Under the terms of the agreement Western Union will pay Arizona $21 million to reimburse the state for its legal and law enforcement expenditures between 2003 and 2007. The company will also contribute $50 million to a law enforcement grant program jointly operated by the four states bordering Mexico (California, Arizona, New Mexico, and Texas). Additionally, Western Union will spend $23 million to upgrade its anti money laundering efforts. An independent entity will monitor the upgrading efforts. Finally, as part of the agreement, each of the four states bordering Mexico has committed to making $7,000,000 available as grants to border security agencies. These states combine on the U.S. side to form a 2000 border with Mexico.

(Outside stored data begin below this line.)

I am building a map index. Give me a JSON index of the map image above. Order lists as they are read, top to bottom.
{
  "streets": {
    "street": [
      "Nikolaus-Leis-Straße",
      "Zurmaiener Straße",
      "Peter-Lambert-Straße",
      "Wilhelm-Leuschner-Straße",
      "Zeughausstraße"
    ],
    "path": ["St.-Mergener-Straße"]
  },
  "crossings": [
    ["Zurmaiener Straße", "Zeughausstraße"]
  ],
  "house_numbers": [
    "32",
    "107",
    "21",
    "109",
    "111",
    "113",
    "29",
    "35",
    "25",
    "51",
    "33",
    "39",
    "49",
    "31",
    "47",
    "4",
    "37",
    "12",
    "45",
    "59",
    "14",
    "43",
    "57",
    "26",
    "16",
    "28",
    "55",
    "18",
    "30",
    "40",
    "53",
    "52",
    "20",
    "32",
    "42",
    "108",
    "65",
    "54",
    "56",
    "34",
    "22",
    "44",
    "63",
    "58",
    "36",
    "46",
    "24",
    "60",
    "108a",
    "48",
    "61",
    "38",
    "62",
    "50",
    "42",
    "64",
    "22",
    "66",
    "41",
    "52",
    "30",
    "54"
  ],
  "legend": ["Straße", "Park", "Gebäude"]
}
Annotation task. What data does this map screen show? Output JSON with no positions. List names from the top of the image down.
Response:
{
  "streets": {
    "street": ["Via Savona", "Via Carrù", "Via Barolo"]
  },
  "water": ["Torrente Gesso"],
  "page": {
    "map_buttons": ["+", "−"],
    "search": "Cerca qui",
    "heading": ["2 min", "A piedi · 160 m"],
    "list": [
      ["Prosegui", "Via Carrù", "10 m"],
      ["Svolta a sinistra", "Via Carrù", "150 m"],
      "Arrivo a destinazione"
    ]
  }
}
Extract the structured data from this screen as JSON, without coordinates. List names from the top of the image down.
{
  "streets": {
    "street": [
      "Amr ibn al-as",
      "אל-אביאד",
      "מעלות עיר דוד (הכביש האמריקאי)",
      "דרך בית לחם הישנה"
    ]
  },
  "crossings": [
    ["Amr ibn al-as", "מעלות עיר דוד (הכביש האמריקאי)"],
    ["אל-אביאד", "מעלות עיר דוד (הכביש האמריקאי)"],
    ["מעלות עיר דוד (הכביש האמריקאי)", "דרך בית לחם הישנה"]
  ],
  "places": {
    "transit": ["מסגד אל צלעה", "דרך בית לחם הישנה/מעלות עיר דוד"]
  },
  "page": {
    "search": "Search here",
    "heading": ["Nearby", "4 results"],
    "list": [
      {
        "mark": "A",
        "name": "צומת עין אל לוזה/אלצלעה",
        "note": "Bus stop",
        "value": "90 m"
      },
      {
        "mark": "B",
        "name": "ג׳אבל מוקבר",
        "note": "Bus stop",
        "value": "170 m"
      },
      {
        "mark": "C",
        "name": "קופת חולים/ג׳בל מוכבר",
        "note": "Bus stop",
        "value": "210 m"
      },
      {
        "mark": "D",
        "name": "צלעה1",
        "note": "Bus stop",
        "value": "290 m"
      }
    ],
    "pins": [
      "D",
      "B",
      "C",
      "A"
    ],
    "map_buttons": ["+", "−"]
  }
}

In the past state border enforcement has found itself outgunned and technologically behind the criminals in combating crime at the Mexican border. Arizona officials hope that aggressive enforcement of money laundering provisions will provide a significant boost in the fight against the illegal cartels.

For more about the settlement, please see The Washington Post, February 11, 2010, http://www.washingtonpost.com/wp-dyn/content/article/2010/02/11/AR2010021103272.html?hpid=moreheadlines.

Monday, January 4, 2010

White Collar: Property Owners Sue Credit Suisse for Fraud

Owners of property at four luxury ski and/or golf resorts have sued Credit Suisse for $24 billion. The class action civil suit alleges that Credit Suisse engaged in conspiracy, wire and mail fraud, racketeering, and money laundering. The complaint alleges that Credit Suisse engaged in a predatory loan scheme designed to load the developments with so much debt that it could foreclose on the assets.

The lawsuit involves property at the following four resorts: Ginn Sur Mer in the Bahamas, Lake Las Vegas in Nevada, Tamarack Resort in Idaho, and Yellowstone Club in Montana. The complaint alleges that Credit Suisse concocted a scheme to artificially inflate the resorts' values to make large loans and charge exorbitant loan fees. Moreover, the plaintiffs allege that the bank knew that the resorts would not be able to perform under the loans. Thus, the complaint alleges that the entire plan amounted to nothing more than an elaborate scheme to bleed money from buyers through loans and then foreclose on those buyers when they became unable to keep up with the loan payments.

The civil case may have developed from the bankruptcy proceeding of the Yellowstone resort. In that case U.S. Bankruptcy Judge Ralph Kirscher said that Credit Suisse had devised a "predatory" loan scheme.

Credit Suisse in the last several years has become very active in financing upscale resorts, which have fallen into bankruptcy. The only property named in the class action suit not in bankruptcy is Ginn Sur Mer.

The plaintiffs filed the action in the United States District Court for the District of Idaho.

For more information about the suit, please see The Wall Street Journal, January 4, 2010, http://online.wsj.com/article/SB10001424052748703580904574638052691063912.html.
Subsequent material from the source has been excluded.